▸ **REQUIREMENT**:
Where does the word "thumb" occur in the material? Copy each line that has it.

START RECORDS PROVIDED

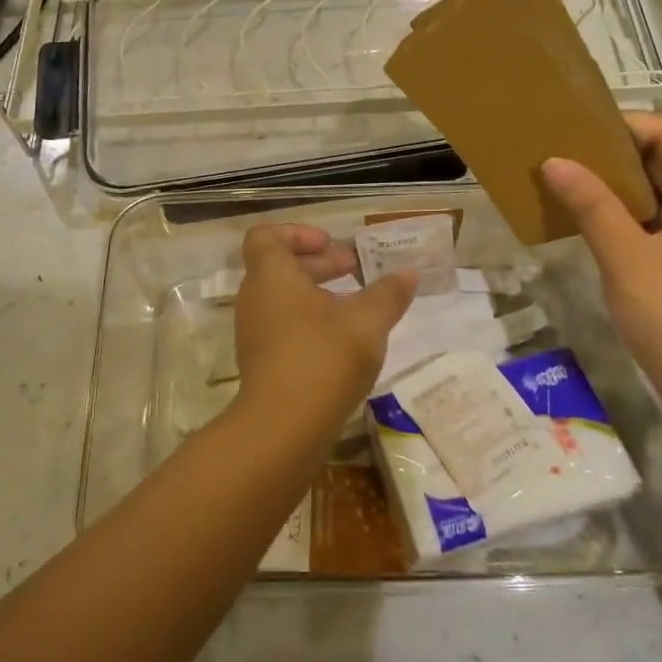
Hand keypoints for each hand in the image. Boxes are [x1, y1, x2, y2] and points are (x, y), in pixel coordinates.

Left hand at [233, 224, 416, 429]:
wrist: (283, 428)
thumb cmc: (323, 358)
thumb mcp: (367, 322)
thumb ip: (388, 294)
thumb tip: (408, 274)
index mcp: (271, 275)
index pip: (267, 236)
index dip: (298, 233)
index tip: (331, 244)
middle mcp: (255, 298)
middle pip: (279, 266)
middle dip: (319, 263)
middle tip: (355, 269)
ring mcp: (254, 332)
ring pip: (283, 298)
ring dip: (317, 294)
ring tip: (356, 306)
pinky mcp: (261, 362)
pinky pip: (282, 326)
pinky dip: (309, 322)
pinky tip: (342, 342)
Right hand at [542, 113, 661, 426]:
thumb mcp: (627, 258)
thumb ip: (591, 204)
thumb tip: (553, 161)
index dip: (619, 127)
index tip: (569, 128)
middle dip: (613, 155)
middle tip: (558, 151)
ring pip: (660, 189)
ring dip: (616, 185)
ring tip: (564, 176)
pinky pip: (660, 217)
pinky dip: (626, 212)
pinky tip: (586, 212)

END RECORDS PROVIDED

▸ **FINISHED EXERCISE**:
thumb cmc: (323, 358)
thumb mcp: (367, 322)
thumb ip: (388, 294)
thumb tip: (408, 274)
thumb mcp: (627, 258)
thumb ip: (591, 204)
thumb tip: (553, 161)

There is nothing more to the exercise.